Corée 1915. Le pays est occupé par les Japonais. Chez l’envahisseur, un haut-gradé décide coûte que coûte de mettre un terme au règne du Seigneur de la montagne, un énorme tigre borgne dont le poids est estimé à plus de 400 kilos. Pendant la traque, la femelle et les deux petits du tigre sont tués par des chasseurs employés par les Japonais. La vengeance du tigre, devenu le dernier de son espèce, sera terrible.

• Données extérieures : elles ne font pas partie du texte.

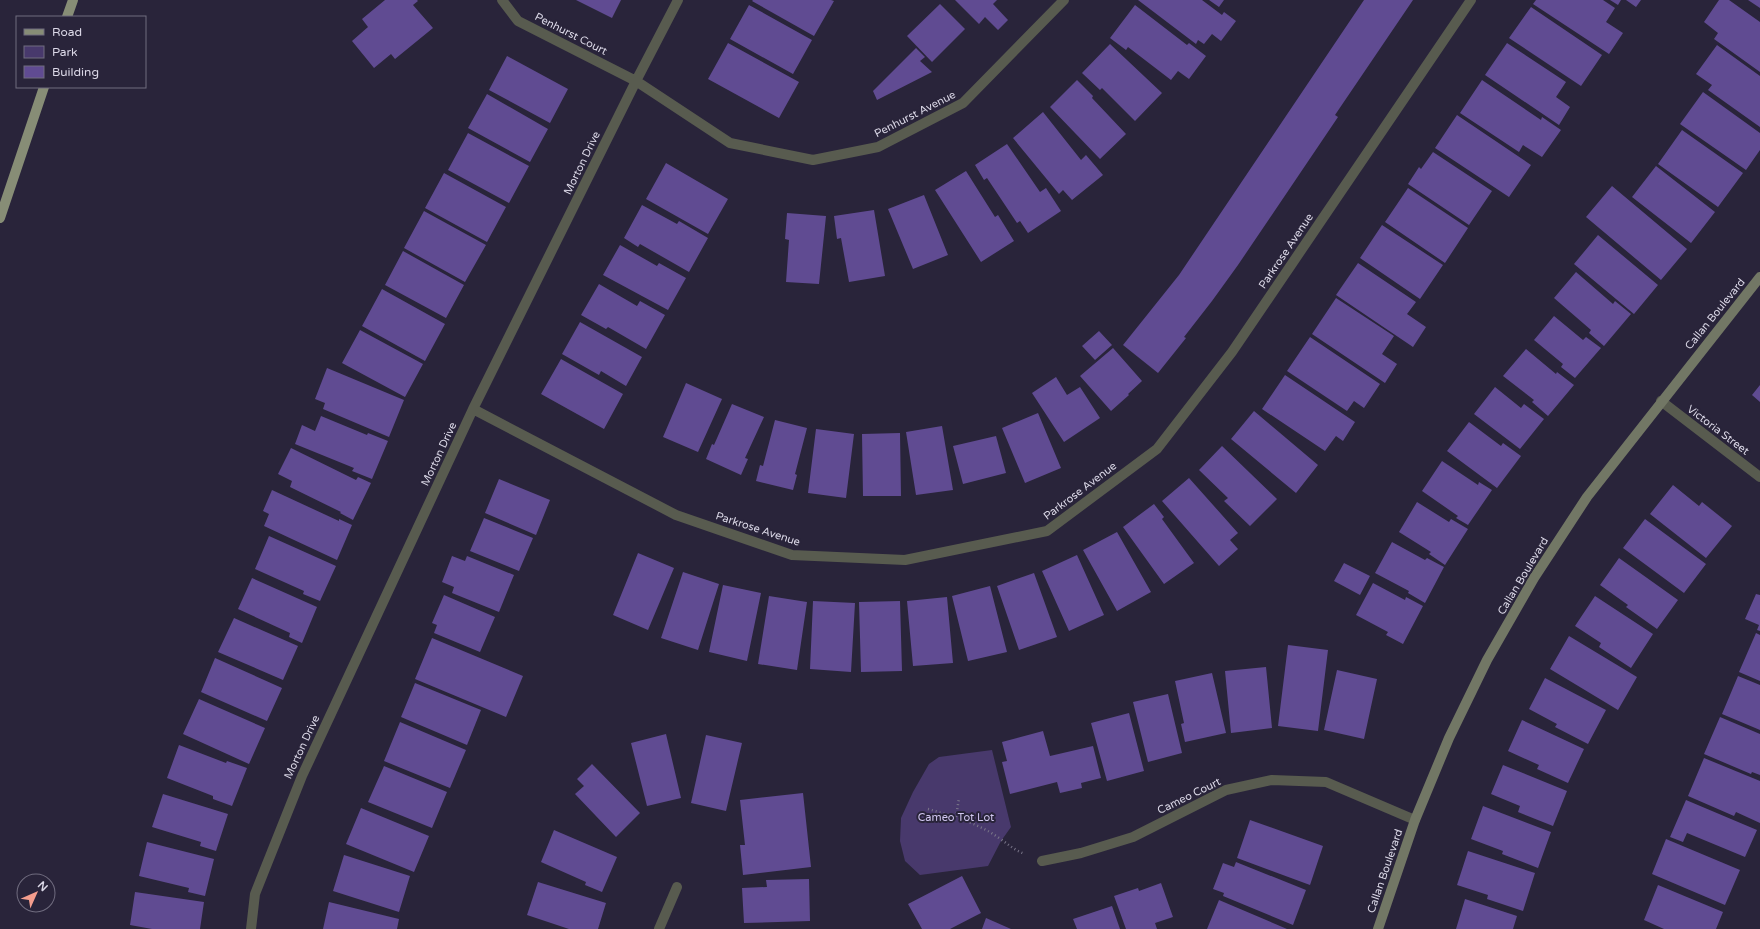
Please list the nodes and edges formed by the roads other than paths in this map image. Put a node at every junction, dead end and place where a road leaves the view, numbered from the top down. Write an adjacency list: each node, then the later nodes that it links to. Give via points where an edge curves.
1 (73, 0): 6 (main road)
2 (502, 0): 7 (street, Penhurst Court, via 518,21)
3 (678, 0): 7 (street, Morton Drive)
4 (1064, 0): 7 (street, Penhurst Avenue, via 963,103 878,147 813,160 730,143)
5 (1471, 0): 12 (street, Parkrose Avenue, via 1232,352 1157,449 1047,531 905,560 792,555 676,515)
6 (67, 16)
7 (636, 81): 12 (street, Morton Drive)
8 (44, 88): 9 (main road)
9 (0, 218)
10 (1760, 277): 11 (street, Callan Boulevard)
11 (1661, 402): 13 (street, Victoria Street); 14 (street, Callan Boulevard, via 1587,496 1530,585 1487,660 1449,738)
12 (474, 409): 17 (street, Morton Drive, via 302,776 255,894)
13 (1760, 477)
14 (1415, 820): 15 (street, Cameo Court, via 1326,782 1272,780 1226,790 1132,837 1081,853); 19 (street, Callan Boulevard)
15 (1042, 860)
16 (677, 887): 18 (street)
17 (250, 929)
18 (659, 929)
19 (1378, 929)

Dans sa petite maison au pied de la montagne, où il vit seul avec son fils, à l’écart du village, un vieux chasseur (Choi Min-Sik) se tient le plus loin possible des événements ; il a un passé avec ce tigre, il a mis fin à leur guerre des années auparavant, quand sa femme est morte. Mais l’histoire ne va pas tarder à rattraper le vieil homme.

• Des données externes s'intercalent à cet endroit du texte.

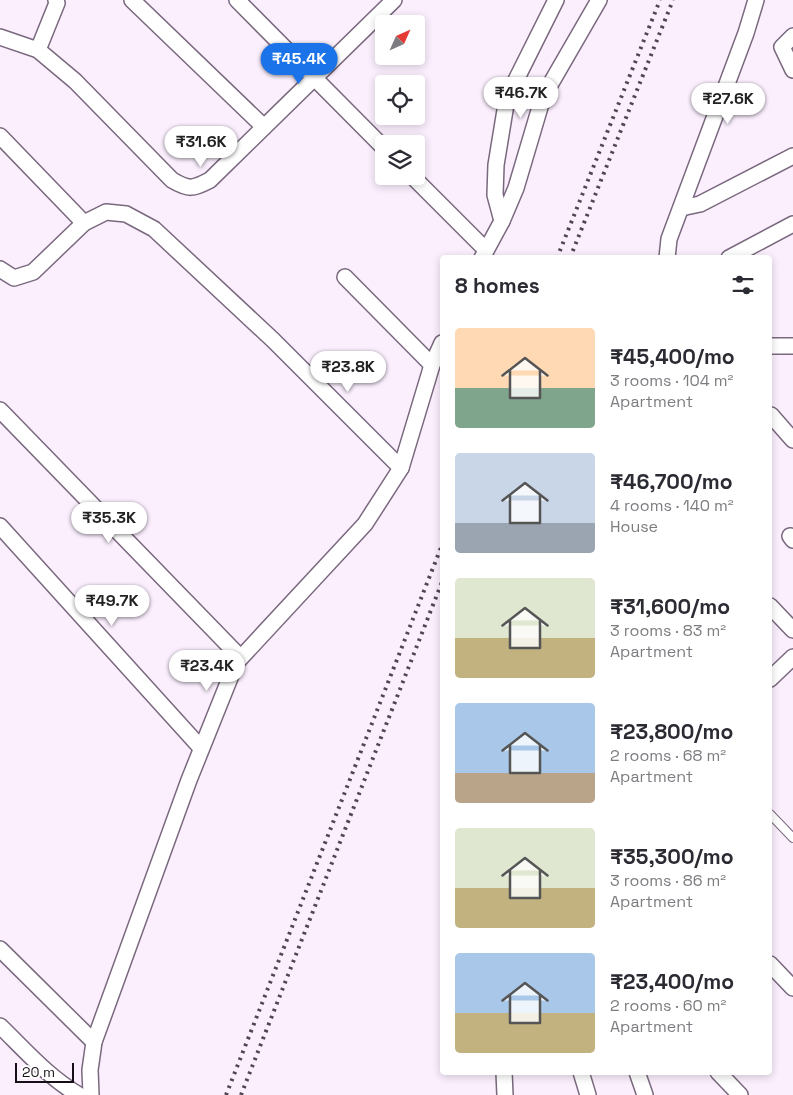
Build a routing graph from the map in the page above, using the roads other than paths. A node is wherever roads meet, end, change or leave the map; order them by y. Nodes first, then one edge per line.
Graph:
1 (56, 0) edge
2 (132, 0) edge
3 (237, 0) edge
4 (394, 0) edge
5 (556, 0) edge
6 (599, 0) edge
7 (756, 0) edge
8 (793, 36) edge
9 (0, 37) edge
10 (38, 50) junction
11 (793, 70) edge
12 (314, 78) junction
13 (264, 127) junction
14 (0, 136) edge
15 (375, 139) edge
16 (793, 156) edge
17 (420, 185) edge
18 (681, 208) junction
19 (502, 221) junction
20 (84, 223) junction
21 (793, 224) edge
22 (483, 253) edge
23 (667, 255) edge
24 (736, 255) edge
25 (0, 269) edge
26 (345, 277) dead end
27 (772, 346) edge
28 (793, 346) edge
29 (440, 347) edge
30 (432, 365) junction
31 (0, 410) edge
32 (772, 416) edge
33 (793, 440) edge
34 (401, 468) junction
35 (0, 526) edge
36 (772, 608) edge
37 (793, 630) edge
38 (240, 657) junction
39 (793, 657) edge
40 (772, 677) edge
41 (201, 748) junction
42 (772, 816) edge
43 (793, 838) edge
44 (0, 950) edge
45 (772, 966) edge
46 (793, 988) edge
47 (0, 1026) edge
48 (94, 1042) junction
49 (504, 1075) edge
50 (582, 1075) edge
51 (638, 1075) edge
52 (721, 1075) edge
53 (79, 1095) edge
54 (91, 1095) edge
55 (505, 1095) edge
56 (588, 1095) edge
57 (645, 1095) edge
58 (740, 1095) edge

1 - 10 street
2 - 13 street
3 - 12 street
4 - 12 street
5 - 19 street
6 - 19 street
7 - 18 street
8 - 11 street
9 - 10 street
10 - 13 street
12 - 13 street
12 - 15 street
14 - 20 street
16 - 18 street
17 - 22 street
18 - 23 street
19 - 22 street
20 - 25 street
20 - 34 street
21 - 24 street
26 - 30 street
27 - 28 street
29 - 30 street
30 - 34 street
31 - 38 street
32 - 33 street
34 - 38 street
35 - 41 street
36 - 37 street
38 - 41 street
39 - 40 street
41 - 48 street
42 - 43 lane
44 - 48 street
45 - 46 street
47 - 53 street
48 - 54 street
49 - 55 street
50 - 56 street
51 - 57 street
52 - 58 street

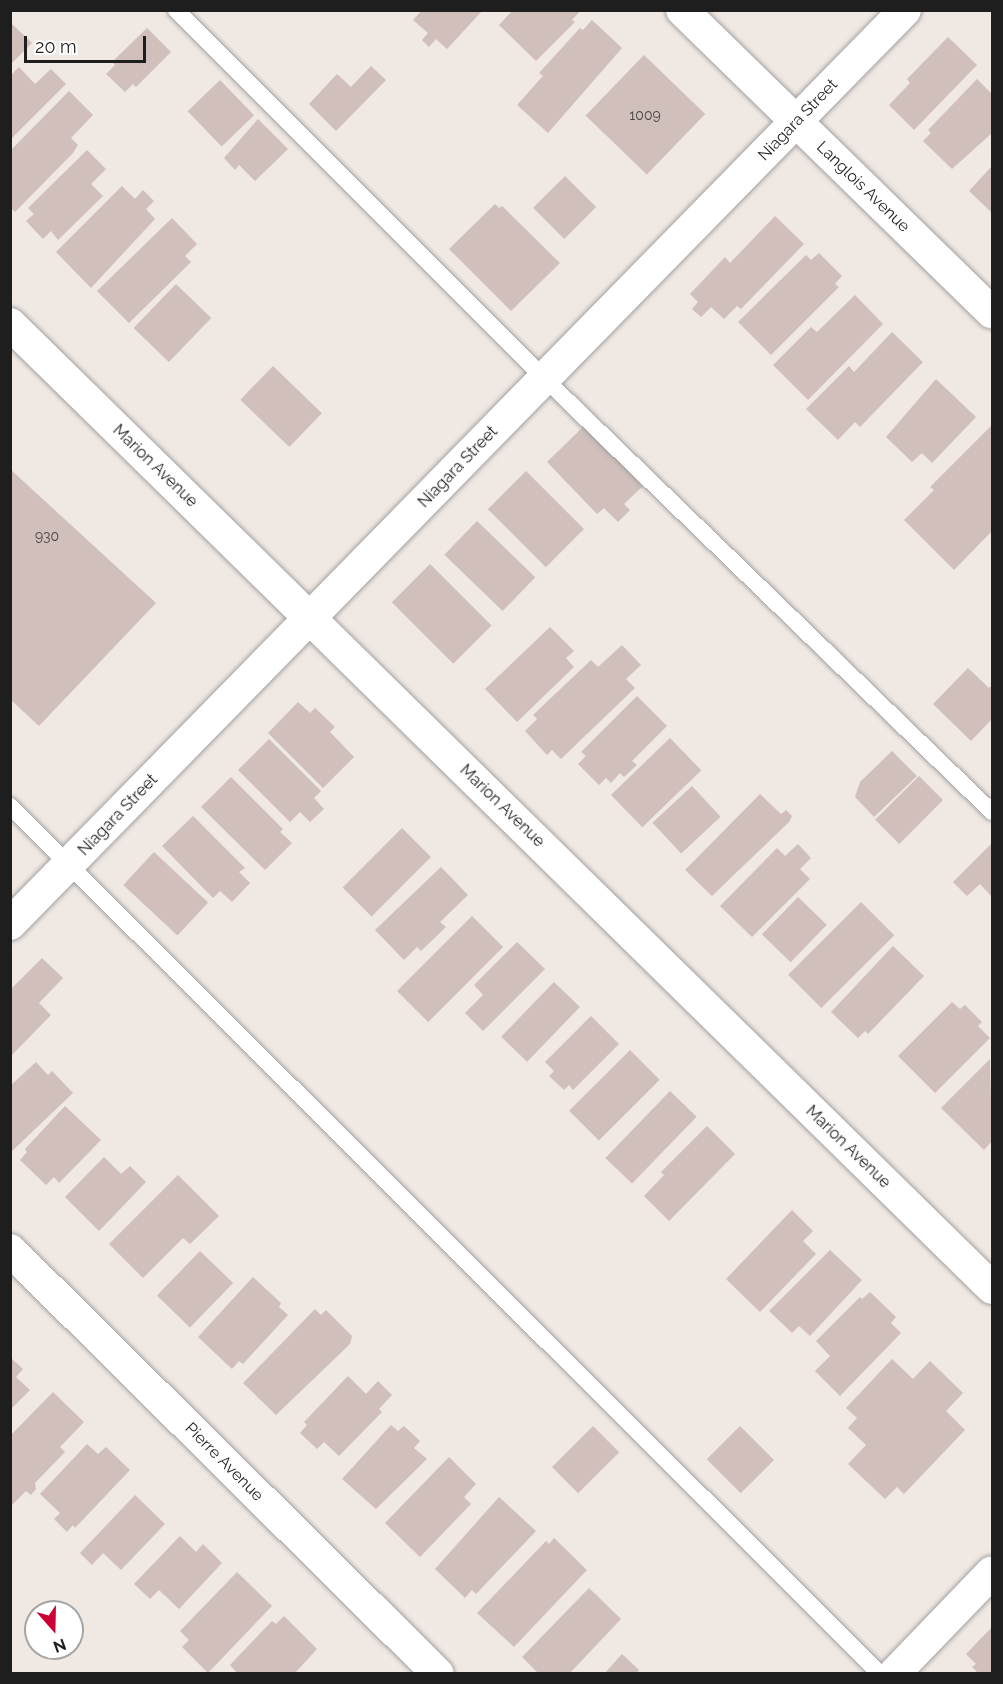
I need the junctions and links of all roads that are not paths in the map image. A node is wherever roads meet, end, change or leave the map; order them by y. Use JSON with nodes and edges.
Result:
{"nodes":[{"id":1,"x":176,"y":10,"type":"edge"},
{"id":2,"x":682,"y":10,"type":"edge"},
{"id":3,"x":905,"y":10,"type":"edge"},
{"id":4,"x":796,"y":122,"type":"junction"},
{"id":5,"x":993,"y":313,"type":"edge"},
{"id":6,"x":10,"y":324,"type":"edge"},
{"id":7,"x":545,"y":379,"type":"junction"},
{"id":8,"x":310,"y":618,"type":"junction"},
{"id":9,"x":10,"y":806,"type":"edge"},
{"id":10,"x":993,"y":812,"type":"edge"},
{"id":11,"x":69,"y":864,"type":"junction"},
{"id":12,"x":10,"y":924,"type":"edge"},
{"id":13,"x":10,"y":1250,"type":"edge"},
{"id":14,"x":993,"y":1288,"type":"edge"},
{"id":15,"x":993,"y":1572,"type":"edge"},
{"id":16,"x":438,"y":1674,"type":"edge"},
{"id":17,"x":880,"y":1674,"type":"edge"},
{"id":18,"x":894,"y":1674,"type":"edge"}],
"edges":[{"from":1,"to":7,"type":"lane"},
{"from":2,"to":4,"type":"street","name":"Langlois Avenue"},
{"from":3,"to":4,"type":"street","name":"Niagara Street"},
{"from":4,"to":5,"type":"street","name":"Langlois Avenue"},
{"from":4,"to":7,"type":"street","name":"Niagara Street"},
{"from":6,"to":8,"type":"street","name":"Marion Avenue"},
{"from":7,"to":8,"type":"street","name":"Niagara Street"},
{"from":7,"to":10,"type":"lane"},
{"from":8,"to":11,"type":"street","name":"Niagara Street"},
{"from":8,"to":14,"type":"street","name":"Marion Avenue"},
{"from":9,"to":11,"type":"lane"},
{"from":11,"to":12,"type":"street","name":"Niagara Street"},
{"from":11,"to":17,"type":"lane"},
{"from":13,"to":16,"type":"street","name":"Pierre Avenue"},
{"from":15,"to":18,"type":"street"}]}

The Tiger est un film particulièrement clivant, c’est un mélange de drame familial, de fresque historique, de film de monstre (pur et dur) et de film d’horreur (oh oui !). Le réalisateur fait fi de tout réalisme en matière d’éthologie du tigre (ou du loup) : il raconte un conte, une histoire, une mythologie forgée dans les tripes, la neige et le sang. Il raconte la mort d’un monde magnifique et l’avènement d’un nouveau monde qui l’est moins. Certains trouveront le film trop long, les effets spéciaux digitaux trop voyants (ce n’est pas faux), certains le trouveront trop sanglant (c’est vrai que le réalisateur n’y va pas de main morte), certains trouveront que le patriotisme remonte un peu trop à la surface de l’histoire (oui, bien sûr). The Tiger est clairement un spectacle too much où la beauté des paysage alterne avec les scènes de massacre. Il y a quelque chose de cathartique dans cette débauche de geysers de sang, d’amputations et d’éviscérations. C’est aussi un film bouleversant qui nous confronte à une des agonies les plus éprouvantes de l’histoire du cinéma.

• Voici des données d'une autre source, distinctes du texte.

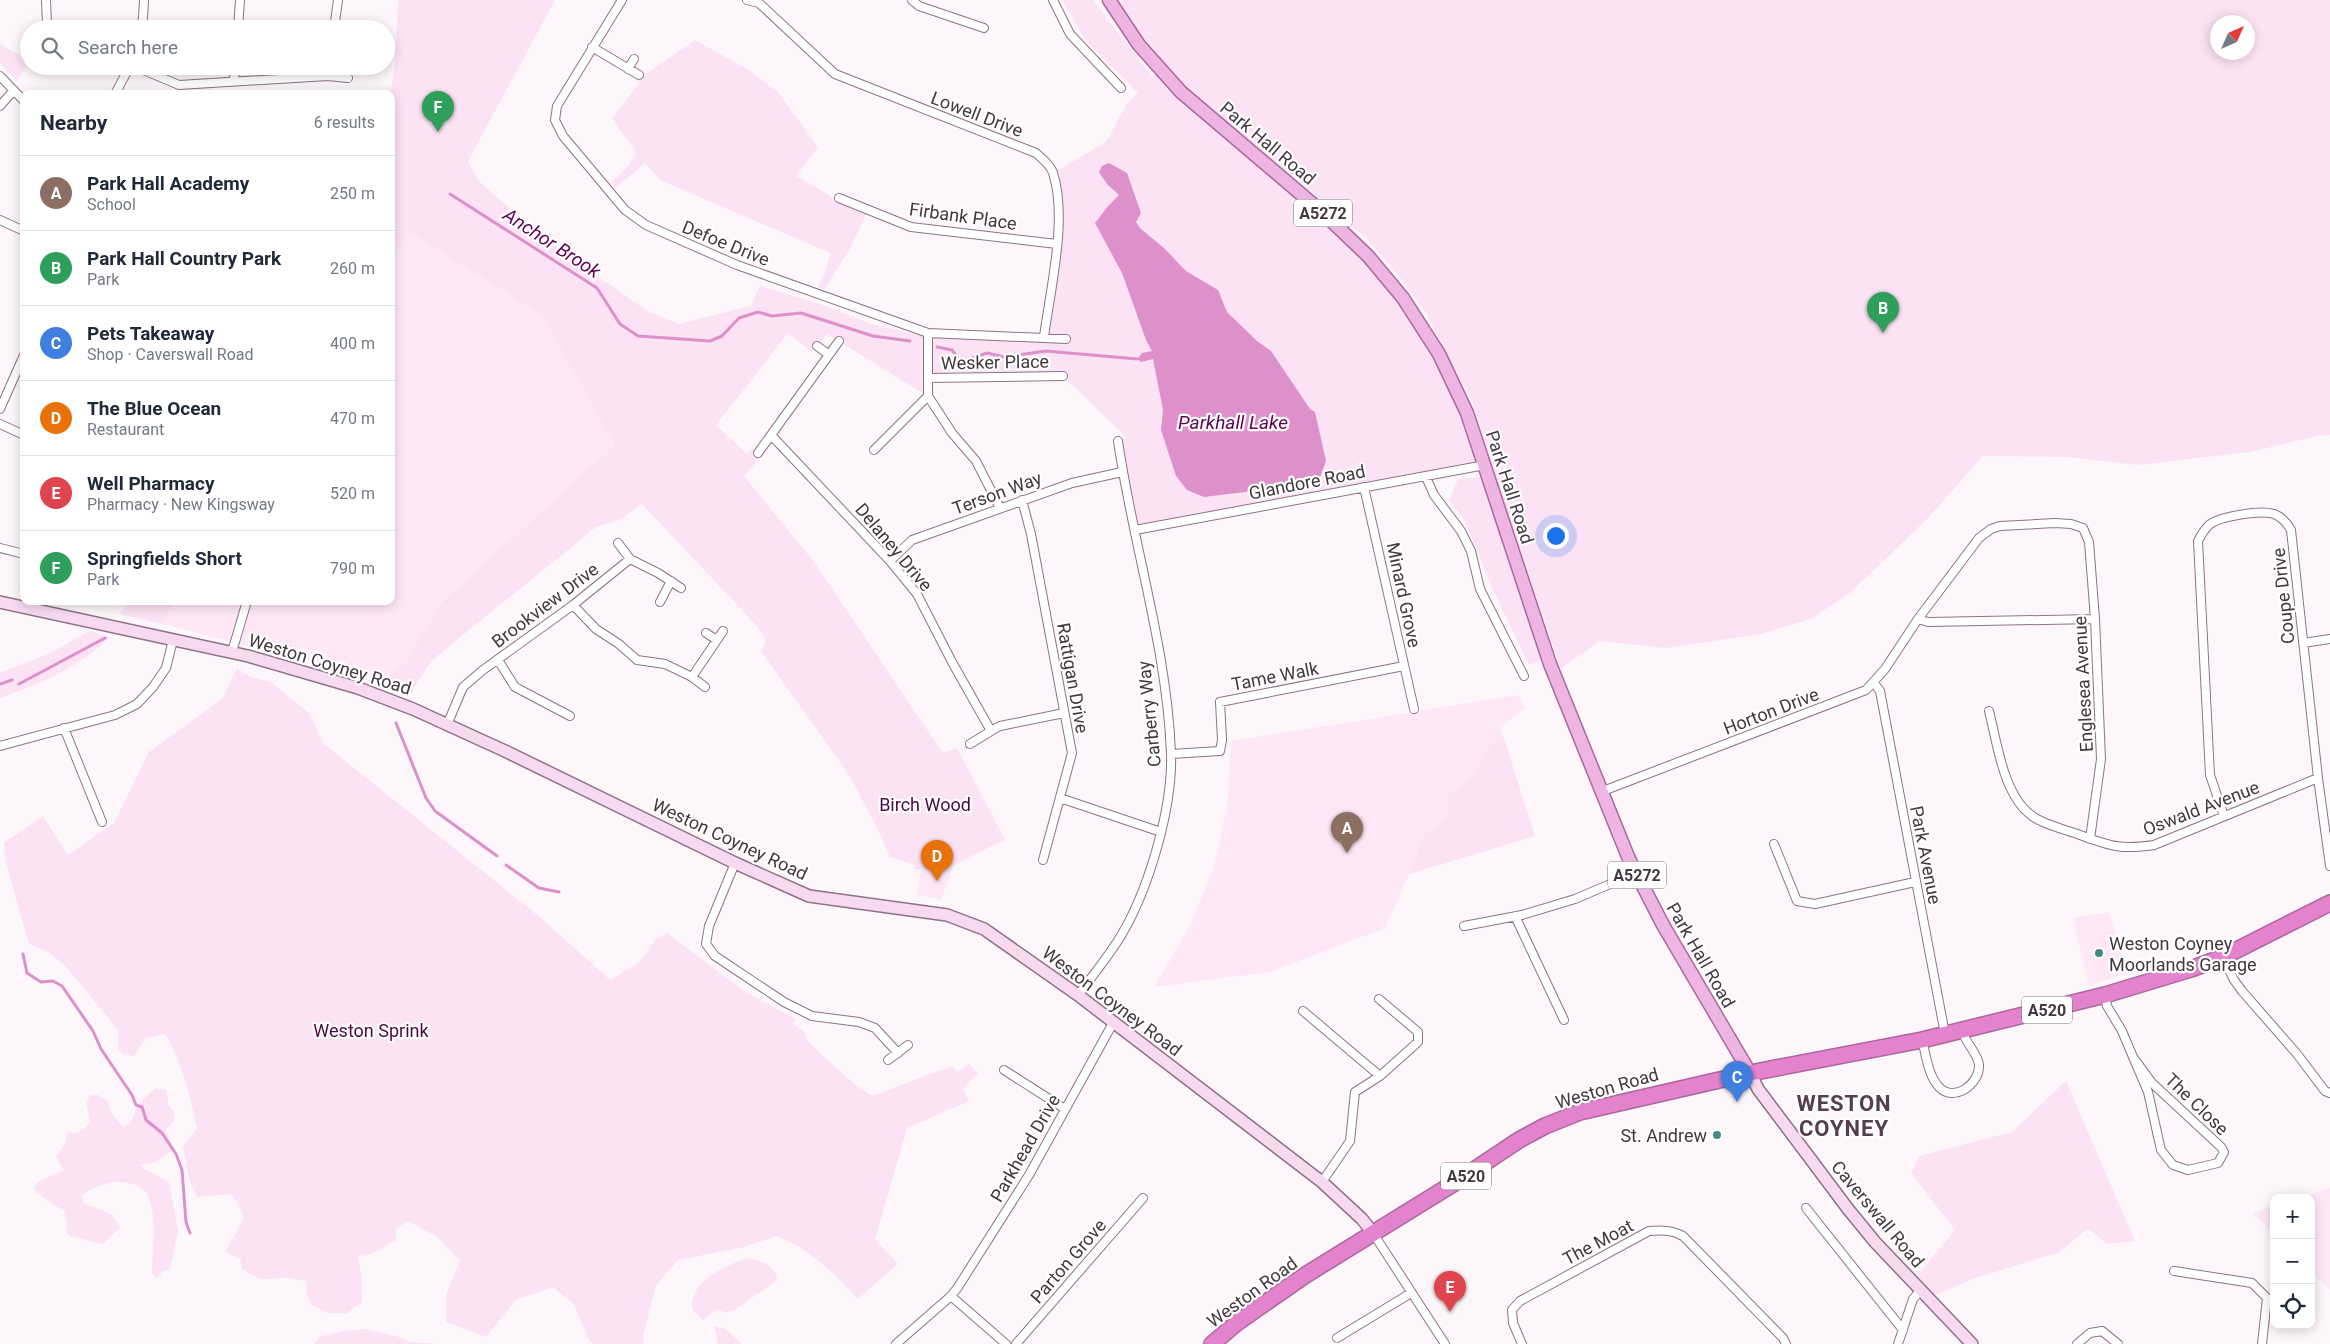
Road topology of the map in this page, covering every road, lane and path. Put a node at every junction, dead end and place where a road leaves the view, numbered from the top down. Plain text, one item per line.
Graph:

J’avais beaucoup aimé le précédent film de Park Hoon-Jung, New World. Celui-ci m’a aussi beaucoup plu, mais il est à réserver aux gens qui acceptent de voir les combattants voler dans les film chinois, qui acceptent qu’un tigre puisse dialoguer avec un chasseur, même si ce dialogue ne passe pas par des mots. Park Hoon-Jung affronte sans doute le genre le plus dur qui soit, celui du récit mythologique, universel. Avec une ambition qui fait plaisir, avec une audace que beaucoup lui reprocheront, il livre son Moby Dick. Et pour ça, il lui sera beaucoup pardonné.